### Exercise details
Identify every line in the records below that contains the word "then", and copy each of those lines.

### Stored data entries
┌──
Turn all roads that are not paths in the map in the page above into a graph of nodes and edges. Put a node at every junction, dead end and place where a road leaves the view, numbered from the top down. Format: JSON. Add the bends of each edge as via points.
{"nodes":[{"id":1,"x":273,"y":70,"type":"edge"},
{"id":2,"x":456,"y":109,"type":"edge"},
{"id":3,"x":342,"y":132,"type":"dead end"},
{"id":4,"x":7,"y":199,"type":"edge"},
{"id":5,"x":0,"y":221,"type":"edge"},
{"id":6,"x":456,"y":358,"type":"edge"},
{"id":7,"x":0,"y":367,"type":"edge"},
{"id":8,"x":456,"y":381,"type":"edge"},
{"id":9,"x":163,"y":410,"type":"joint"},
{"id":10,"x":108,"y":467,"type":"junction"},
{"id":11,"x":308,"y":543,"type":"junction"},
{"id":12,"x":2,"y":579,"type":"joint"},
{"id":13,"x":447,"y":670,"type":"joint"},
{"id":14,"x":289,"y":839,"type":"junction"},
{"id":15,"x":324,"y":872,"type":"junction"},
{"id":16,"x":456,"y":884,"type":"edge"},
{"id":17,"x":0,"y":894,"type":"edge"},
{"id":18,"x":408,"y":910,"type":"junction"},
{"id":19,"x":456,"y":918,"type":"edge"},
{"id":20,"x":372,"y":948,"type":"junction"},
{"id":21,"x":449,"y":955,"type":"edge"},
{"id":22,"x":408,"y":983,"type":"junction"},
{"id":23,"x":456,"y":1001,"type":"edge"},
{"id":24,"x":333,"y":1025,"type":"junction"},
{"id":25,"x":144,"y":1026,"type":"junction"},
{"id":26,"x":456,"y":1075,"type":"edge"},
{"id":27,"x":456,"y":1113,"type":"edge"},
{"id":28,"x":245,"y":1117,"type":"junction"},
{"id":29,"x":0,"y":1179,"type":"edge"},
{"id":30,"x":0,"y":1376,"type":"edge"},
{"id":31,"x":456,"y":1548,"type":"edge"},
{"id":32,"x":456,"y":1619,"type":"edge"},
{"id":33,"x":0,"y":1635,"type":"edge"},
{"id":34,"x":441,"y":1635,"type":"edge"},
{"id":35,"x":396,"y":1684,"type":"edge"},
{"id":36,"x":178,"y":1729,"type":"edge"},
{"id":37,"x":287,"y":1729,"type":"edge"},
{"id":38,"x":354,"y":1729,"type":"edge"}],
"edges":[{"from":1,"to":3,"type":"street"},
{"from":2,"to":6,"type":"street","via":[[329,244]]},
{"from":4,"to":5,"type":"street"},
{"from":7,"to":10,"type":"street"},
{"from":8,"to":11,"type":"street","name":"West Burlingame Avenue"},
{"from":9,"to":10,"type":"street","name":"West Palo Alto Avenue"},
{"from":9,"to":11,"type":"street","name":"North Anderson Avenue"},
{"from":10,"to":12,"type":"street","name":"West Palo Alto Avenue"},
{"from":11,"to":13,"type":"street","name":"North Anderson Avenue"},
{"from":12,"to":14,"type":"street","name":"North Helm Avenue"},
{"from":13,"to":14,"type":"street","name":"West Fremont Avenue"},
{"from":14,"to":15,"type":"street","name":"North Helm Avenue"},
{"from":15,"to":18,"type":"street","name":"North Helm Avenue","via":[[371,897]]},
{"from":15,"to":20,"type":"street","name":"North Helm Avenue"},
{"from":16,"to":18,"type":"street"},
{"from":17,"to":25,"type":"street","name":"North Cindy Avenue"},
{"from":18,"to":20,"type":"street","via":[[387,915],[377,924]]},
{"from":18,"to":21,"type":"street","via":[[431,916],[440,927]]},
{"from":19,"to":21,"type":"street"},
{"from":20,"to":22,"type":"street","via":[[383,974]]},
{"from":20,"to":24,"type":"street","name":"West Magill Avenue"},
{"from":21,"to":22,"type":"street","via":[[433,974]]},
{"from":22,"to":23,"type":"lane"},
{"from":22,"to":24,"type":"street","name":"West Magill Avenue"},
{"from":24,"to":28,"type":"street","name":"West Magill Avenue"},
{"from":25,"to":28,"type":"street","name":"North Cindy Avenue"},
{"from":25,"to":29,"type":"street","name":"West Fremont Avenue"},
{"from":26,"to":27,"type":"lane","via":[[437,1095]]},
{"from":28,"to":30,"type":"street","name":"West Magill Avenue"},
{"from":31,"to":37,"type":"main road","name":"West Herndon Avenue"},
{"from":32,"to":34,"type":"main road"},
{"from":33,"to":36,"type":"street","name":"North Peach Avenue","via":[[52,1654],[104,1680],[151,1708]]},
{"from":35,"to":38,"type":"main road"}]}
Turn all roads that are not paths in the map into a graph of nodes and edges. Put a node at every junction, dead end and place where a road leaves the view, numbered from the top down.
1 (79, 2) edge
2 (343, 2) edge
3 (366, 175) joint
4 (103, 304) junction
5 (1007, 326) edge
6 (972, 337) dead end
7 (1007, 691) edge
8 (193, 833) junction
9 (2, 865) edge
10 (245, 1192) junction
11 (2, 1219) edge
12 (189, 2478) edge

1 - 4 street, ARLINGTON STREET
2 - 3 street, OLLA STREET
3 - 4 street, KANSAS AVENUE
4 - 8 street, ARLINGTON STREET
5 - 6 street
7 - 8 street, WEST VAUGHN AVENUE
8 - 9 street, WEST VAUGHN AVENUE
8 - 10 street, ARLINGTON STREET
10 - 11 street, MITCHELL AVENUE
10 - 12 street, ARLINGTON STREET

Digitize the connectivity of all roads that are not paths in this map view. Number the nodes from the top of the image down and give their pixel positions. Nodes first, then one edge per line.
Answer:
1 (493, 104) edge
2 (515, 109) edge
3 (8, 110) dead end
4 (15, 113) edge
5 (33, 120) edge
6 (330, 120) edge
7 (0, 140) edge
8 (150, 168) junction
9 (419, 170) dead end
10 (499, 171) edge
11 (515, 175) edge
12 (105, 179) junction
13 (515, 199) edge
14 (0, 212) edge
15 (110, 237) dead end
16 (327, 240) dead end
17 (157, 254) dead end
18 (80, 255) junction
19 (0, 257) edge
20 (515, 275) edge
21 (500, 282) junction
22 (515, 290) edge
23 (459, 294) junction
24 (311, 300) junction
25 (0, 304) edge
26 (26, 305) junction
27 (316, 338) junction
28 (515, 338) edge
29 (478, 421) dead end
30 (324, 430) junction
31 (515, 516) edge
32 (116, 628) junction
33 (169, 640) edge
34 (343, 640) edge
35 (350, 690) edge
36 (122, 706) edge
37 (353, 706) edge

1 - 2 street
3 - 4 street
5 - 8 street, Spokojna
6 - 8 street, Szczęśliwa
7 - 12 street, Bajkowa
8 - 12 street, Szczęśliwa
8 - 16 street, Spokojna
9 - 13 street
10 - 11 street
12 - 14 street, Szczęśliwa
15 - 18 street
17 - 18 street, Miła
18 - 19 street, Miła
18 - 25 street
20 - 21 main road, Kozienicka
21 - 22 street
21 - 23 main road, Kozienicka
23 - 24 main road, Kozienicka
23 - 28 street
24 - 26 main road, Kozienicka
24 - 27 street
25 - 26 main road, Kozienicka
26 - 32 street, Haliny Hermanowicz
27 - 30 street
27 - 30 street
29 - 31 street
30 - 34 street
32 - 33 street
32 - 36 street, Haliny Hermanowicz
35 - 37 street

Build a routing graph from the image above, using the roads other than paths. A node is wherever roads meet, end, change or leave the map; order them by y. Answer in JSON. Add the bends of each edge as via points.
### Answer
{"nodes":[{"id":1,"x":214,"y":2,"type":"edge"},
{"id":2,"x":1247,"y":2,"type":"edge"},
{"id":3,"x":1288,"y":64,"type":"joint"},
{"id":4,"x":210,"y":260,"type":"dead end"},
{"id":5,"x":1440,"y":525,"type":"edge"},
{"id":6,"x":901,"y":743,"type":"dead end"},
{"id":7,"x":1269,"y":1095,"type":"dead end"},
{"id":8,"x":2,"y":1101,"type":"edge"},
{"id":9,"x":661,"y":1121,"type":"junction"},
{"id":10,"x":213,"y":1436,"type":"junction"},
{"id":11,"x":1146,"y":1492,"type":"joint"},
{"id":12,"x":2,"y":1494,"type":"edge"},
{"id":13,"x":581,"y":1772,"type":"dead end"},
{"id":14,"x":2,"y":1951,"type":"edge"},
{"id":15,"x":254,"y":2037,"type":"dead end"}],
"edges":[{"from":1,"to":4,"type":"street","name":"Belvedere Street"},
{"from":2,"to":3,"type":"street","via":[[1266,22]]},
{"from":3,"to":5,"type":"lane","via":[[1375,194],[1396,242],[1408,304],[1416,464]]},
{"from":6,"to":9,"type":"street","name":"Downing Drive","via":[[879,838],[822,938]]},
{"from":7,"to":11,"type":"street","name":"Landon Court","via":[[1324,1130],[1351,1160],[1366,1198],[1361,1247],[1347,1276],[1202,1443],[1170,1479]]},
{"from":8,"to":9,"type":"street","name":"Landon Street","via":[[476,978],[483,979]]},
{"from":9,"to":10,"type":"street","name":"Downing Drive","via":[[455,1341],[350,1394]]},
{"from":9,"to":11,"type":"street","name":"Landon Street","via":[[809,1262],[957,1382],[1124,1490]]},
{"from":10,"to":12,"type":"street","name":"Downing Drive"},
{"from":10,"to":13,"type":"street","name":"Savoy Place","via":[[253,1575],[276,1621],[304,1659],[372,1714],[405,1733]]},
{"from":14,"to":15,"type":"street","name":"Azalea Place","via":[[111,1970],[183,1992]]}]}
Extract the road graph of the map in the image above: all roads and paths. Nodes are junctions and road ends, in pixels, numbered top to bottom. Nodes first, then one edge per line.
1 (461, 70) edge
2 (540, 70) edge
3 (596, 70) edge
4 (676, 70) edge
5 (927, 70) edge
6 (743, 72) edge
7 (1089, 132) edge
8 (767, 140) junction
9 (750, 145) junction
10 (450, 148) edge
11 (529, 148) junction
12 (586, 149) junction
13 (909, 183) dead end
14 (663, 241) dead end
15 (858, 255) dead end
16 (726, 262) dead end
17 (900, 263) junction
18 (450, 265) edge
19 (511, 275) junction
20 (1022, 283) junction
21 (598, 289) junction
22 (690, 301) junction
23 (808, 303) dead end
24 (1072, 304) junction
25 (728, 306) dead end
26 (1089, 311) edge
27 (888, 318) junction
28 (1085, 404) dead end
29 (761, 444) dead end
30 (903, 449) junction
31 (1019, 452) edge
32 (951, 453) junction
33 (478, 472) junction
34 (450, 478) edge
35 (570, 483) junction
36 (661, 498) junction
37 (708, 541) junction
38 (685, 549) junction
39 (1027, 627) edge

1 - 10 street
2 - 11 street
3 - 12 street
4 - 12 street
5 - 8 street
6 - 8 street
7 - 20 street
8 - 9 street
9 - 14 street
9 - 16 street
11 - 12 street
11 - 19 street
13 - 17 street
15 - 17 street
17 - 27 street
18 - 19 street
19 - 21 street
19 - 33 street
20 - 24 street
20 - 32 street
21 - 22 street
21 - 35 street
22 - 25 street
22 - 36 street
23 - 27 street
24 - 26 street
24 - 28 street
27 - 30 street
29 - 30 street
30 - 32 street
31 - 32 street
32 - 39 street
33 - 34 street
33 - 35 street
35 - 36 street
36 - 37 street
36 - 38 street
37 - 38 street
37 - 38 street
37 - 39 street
└──
### Answer space
Digitize the connectivity of all roads that are not paths in this map view. Number the nodes from the top of the image down and give their pixel positions. Nodes first, then one edge per line.
Extract the road graph of the map in the image above: all roads and paths. Nodes are junctions and road ends, in pixels, numbered top to bottom. Nodes first, then one edge per line.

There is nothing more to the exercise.